How to Setup an Https Custom Domain with Coolify
Date: 2025-04-02 | coolify | craft | create | tech |
I've been using Coolify to host my websites on a personal VPS for the past few months. In a previous guide we talked about how to setup a custom domain with Coolify and here we'll discuss how to enable https so your site can be hit like https://yourdomain.tld
.
Setting up a Custom Domain with Coolify
To setup a custom domain you need to:
- Configure your domain's DNS records to point to your server's IP
- This is typically an A record that points
@
to the server IP
- This is typically an A record that points
- Configure your app on Coolify to list the custom domain in the
Domains
section
For more detailed instructions and a video walkthrough, see: How to configure a Custom Domain on Coolify.

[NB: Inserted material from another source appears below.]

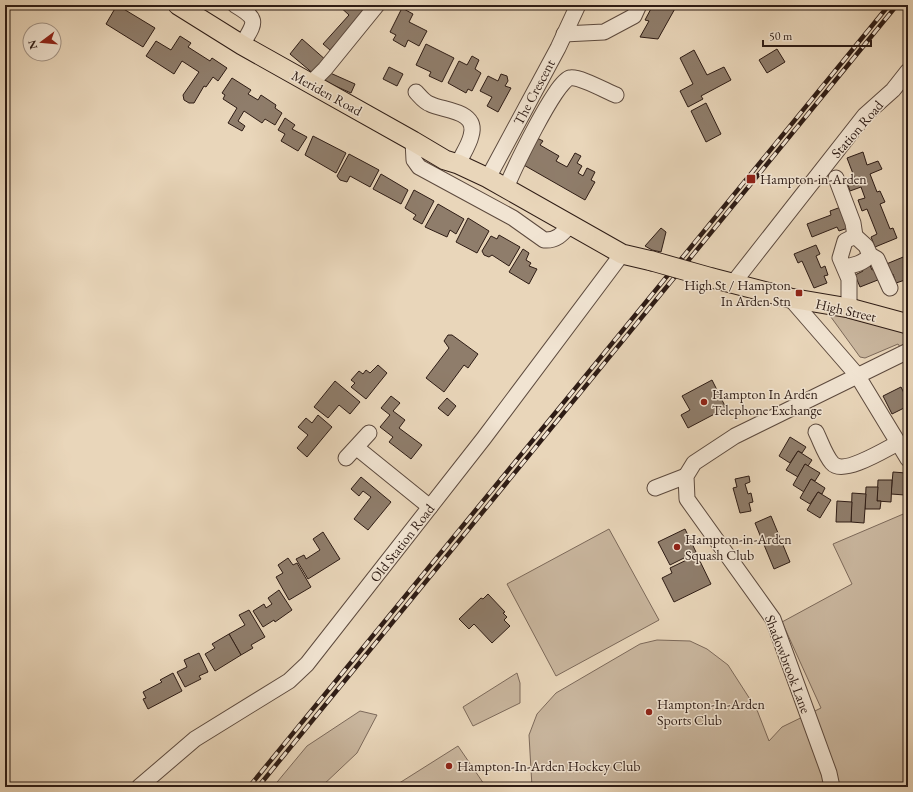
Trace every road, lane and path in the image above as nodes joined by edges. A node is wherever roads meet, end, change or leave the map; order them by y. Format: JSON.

Setting up Https with Coolify
Https enables traffic to be e2e encrypted from a user's browser to your server and back. It also helps to ensure that the site is "official" to prevent malicious actors from pretending to be your site. This is mostly handled with SSL certificates which are basically identifiers proving that your site is official.
Going into specifics about how SSL certs work is beyond the scope of the post but basically we need one on our server to show that the server is an official provider for the given domain.
There are two primary ways to do this:
- Let Coolify handle https / ssl certs for you - Good for most apps
- Do it yourself - Good if you want more control, maybe for an enterprise with a fleet of servers
Let Coolify Handle Https / SSL Certs
This is the simplest way. If you configure your domain on Coolify beginning with https
then Coolify will kick off a certificate creation process for you.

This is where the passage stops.